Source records
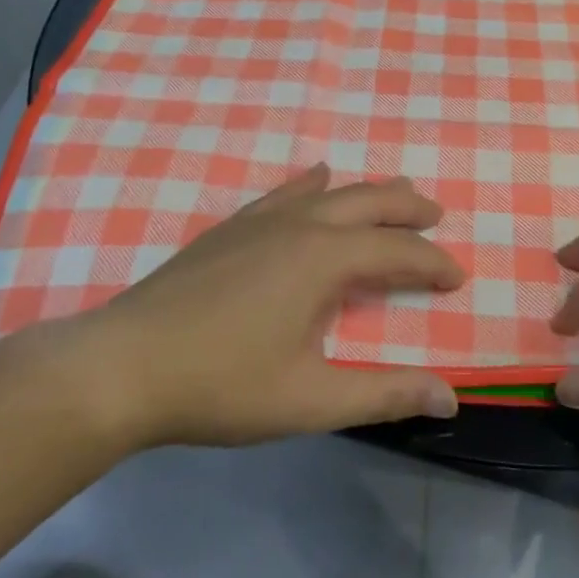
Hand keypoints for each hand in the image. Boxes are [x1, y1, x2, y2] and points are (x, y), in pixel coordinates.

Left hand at [81, 165, 464, 447]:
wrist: (121, 366)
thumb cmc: (221, 385)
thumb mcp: (310, 399)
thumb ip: (383, 394)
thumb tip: (451, 396)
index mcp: (324, 260)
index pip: (397, 252)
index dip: (432, 263)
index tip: (457, 277)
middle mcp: (299, 226)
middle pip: (368, 202)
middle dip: (408, 207)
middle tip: (436, 214)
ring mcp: (259, 221)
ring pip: (328, 192)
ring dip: (367, 193)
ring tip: (394, 191)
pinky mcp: (229, 228)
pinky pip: (283, 193)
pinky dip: (310, 184)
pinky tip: (315, 178)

▶ **Exercise requirements**
Across all the lines above, repeat the wording exactly and omit the pictures.

▶ **Exercise response**
Hand keypoints for each hand in the image. Boxes are [x1, y1, x2, y2] and points are (x, y), in pixel coordinates.

Left hand at [81, 165, 464, 447]:
wrist: (121, 366)
thumb cmc: (221, 385)
thumb mcp: (310, 399)
thumb ip: (383, 394)
thumb tip: (451, 396)
index mcp: (324, 260)
index pip: (397, 252)
index dip: (432, 263)
index tip: (457, 277)
middle mcp: (299, 226)
middle pip: (368, 202)
middle dip: (408, 207)
middle tip: (436, 214)
ring mcp: (259, 221)
ring pip: (328, 192)
ring dip: (367, 193)
ring tip: (394, 191)
pinky mcp: (229, 228)
pinky pip: (283, 193)
pinky dip: (310, 184)
pinky tip: (315, 178)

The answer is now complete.